7km Market


In relation to the city, which is also commercialised, such a market is like its bad boy alter-ego. It can be seen as a heterotopia, to use Foucault’s expression. Such places, he suggests, have a mirror-like relation to us. They are ‘real places… that are something like counter-sites, a kind of effectively enacted utopia in which … all the other real sites that can be found within the culture are simultaneously represented, contested and inverted’ (Foucault 1986: 24). We shall take a hint from Foucault’s description of one kind of heterotopia to argue that these new commercial structures are the brute reality of socio-economic life. Foucault writes that heterotopias ‘have a function in relation to all the space that remains’, and the role of certain of them ‘is to create a space of illusion that exposes every real space, all the sites inside of which human life is partitioned, as still more illusory (perhaps that is the role that was played by those famous brothels of which we are now deprived)’ (1986: 27). It can be argued along these lines, that since the rock-bottom, indecent intensity of money-making in the 7th Kilometre underpins the economy of the whole of southern Ukraine, perhaps even that of the state itself, it is the polite boutiques and significantly empty marble-and-chrome malls of the city centre that are the illusion. Even in the Privoz market in central Odessa, with its banter of sellers of fish and cheeses, bric-a-brac and home embroidery - in the sense that the iron structures of the 7th Kilometre are coming to take over everywhere.

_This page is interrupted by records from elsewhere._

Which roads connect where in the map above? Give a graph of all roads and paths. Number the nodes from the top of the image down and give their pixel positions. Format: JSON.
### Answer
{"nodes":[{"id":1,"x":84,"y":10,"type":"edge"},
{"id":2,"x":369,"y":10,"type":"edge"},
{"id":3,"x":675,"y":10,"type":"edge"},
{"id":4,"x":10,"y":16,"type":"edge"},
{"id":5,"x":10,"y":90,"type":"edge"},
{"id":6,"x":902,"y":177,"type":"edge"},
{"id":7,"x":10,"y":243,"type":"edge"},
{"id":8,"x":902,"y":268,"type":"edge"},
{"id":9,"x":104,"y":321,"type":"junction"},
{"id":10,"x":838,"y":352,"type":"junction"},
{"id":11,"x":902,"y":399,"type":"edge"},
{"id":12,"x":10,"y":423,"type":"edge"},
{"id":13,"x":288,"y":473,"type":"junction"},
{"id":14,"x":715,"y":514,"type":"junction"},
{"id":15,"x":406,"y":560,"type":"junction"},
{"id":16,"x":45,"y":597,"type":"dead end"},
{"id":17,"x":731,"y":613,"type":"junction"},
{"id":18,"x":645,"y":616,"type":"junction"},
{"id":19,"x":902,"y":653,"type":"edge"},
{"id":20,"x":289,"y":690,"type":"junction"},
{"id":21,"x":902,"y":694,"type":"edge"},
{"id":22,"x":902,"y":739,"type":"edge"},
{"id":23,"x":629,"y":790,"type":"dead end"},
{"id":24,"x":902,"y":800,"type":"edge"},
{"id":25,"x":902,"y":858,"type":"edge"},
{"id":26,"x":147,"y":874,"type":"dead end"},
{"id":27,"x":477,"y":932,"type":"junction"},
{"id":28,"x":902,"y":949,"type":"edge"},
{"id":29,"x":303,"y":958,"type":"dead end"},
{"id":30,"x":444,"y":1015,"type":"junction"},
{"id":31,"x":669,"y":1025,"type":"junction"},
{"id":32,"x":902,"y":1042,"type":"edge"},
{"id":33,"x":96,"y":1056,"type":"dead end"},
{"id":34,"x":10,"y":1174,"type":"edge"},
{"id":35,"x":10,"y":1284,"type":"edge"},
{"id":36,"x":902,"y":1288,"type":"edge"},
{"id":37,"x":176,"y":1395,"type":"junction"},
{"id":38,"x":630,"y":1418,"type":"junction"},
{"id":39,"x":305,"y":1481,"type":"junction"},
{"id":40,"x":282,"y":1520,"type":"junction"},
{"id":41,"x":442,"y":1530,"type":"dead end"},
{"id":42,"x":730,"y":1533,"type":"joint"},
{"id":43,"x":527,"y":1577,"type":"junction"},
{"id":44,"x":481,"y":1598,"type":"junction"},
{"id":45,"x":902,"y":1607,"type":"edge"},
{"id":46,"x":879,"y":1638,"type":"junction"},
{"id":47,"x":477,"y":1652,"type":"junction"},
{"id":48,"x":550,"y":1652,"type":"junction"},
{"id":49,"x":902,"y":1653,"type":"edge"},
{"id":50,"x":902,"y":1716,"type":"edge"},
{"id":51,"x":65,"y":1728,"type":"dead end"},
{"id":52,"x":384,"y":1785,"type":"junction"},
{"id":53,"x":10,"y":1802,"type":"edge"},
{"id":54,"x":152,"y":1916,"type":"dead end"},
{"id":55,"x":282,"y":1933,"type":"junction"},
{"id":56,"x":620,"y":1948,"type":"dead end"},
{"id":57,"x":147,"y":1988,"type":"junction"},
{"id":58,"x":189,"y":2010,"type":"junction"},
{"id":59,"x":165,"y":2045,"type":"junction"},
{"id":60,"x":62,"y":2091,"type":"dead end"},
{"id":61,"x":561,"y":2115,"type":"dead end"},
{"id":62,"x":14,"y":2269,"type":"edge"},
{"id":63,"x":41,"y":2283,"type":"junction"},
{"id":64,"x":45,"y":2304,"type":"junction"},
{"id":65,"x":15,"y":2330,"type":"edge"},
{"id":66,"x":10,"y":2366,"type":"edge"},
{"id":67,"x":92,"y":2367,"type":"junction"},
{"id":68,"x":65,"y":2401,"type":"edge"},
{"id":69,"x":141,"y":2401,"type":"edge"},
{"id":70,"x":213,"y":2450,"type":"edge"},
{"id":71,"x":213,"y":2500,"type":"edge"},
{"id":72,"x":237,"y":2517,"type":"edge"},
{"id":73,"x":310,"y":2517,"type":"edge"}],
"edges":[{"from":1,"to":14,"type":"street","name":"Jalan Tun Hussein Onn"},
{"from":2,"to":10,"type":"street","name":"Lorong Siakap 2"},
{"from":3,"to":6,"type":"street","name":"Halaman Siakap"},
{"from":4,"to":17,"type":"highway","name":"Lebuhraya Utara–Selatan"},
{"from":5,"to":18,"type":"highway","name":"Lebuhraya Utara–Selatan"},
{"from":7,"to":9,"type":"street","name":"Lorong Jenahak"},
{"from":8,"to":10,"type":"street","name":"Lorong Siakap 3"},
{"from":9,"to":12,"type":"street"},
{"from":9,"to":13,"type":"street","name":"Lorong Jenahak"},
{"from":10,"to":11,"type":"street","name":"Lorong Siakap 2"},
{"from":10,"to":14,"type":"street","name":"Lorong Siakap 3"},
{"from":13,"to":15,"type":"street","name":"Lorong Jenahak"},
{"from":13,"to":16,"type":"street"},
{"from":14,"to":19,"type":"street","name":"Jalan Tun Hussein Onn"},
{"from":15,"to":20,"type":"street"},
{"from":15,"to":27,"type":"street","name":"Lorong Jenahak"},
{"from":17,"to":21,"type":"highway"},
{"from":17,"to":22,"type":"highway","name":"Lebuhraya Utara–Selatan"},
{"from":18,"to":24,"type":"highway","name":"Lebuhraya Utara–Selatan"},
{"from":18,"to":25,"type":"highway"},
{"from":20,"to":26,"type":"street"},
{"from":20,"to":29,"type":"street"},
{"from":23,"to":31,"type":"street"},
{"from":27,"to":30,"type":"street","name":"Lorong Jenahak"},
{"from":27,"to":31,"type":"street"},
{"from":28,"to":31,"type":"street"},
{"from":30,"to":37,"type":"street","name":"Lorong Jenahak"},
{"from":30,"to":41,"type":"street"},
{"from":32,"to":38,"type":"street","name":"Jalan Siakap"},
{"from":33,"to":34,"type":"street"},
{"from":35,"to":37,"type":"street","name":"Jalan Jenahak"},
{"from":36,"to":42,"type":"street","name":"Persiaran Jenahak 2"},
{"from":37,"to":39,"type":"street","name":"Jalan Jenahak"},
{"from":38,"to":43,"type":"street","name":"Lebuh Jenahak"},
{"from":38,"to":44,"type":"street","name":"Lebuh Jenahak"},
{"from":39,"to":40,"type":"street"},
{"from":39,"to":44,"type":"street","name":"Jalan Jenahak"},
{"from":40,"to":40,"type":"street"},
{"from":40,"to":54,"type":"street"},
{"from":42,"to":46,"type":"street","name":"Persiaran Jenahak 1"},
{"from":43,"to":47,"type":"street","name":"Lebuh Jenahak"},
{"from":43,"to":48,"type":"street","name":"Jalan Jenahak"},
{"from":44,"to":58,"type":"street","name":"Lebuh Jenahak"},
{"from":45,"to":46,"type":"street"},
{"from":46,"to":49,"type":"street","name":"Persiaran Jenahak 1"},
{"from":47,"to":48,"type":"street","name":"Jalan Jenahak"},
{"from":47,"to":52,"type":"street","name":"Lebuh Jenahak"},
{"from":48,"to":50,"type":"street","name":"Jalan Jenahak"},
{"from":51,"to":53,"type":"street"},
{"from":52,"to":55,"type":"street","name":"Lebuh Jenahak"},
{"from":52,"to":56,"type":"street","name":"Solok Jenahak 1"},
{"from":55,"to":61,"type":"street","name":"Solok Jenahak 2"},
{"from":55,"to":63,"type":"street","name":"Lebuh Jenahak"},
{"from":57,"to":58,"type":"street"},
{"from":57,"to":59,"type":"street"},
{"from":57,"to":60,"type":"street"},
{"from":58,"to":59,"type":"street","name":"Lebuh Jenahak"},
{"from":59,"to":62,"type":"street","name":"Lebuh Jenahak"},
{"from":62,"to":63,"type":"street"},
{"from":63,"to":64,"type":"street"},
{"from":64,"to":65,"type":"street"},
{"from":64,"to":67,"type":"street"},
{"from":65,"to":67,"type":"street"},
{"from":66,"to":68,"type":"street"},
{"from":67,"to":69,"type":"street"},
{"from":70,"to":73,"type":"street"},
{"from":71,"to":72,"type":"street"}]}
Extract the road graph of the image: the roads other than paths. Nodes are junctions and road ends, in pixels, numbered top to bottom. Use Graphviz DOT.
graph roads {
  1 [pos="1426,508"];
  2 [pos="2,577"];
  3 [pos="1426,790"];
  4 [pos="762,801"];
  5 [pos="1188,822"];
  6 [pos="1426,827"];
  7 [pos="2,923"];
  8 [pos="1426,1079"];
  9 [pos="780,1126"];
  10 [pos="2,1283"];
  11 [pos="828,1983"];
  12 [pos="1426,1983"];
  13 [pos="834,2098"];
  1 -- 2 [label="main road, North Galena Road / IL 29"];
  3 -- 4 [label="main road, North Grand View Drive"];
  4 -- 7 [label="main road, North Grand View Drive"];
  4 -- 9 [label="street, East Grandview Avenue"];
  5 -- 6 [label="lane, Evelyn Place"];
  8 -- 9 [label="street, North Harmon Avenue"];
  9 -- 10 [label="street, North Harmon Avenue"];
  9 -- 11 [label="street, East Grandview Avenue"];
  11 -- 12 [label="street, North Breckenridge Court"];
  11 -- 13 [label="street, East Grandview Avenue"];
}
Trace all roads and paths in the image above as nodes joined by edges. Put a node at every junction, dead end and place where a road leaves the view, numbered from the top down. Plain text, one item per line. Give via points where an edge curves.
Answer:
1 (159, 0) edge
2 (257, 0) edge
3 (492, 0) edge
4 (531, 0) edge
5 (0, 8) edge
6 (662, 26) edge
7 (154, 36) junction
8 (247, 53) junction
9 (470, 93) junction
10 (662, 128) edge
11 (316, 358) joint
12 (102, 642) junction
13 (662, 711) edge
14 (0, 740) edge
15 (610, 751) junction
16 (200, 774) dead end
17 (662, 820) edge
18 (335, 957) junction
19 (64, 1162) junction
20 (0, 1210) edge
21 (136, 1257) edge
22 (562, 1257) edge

Odessa – and perhaps any city – always needs and creates for itself (or allows to be created) a notional space of ‘outside’, and this, as Foucault argues, is intrinsically heterogeneous (1986: 25-6). It does not have just one function. Raw and single-minded as the pursuit of money at 7th Kilometre is, this commodity market also evokes various imaginaries, has its own cross-cut of time different from that in the city, welcomes foreign people who are excluded from Ukrainian social life, and opens out into vistas of far-off sources and destinations. Both purchasers and traders are a motley crowd, many of whom do not have Ukrainian citizenship. The purchasers mostly come from neighbouring regions and countries. Some of the traders are local, but they also include increasing numbers of Chinese, Turks, Russians, Vietnamese, Armenians, Georgians, Gypsies, Central Asians, and Africans from several different countries. The market has its own organisation of time, with its Muslim day of rest (Friday) in a Christian country.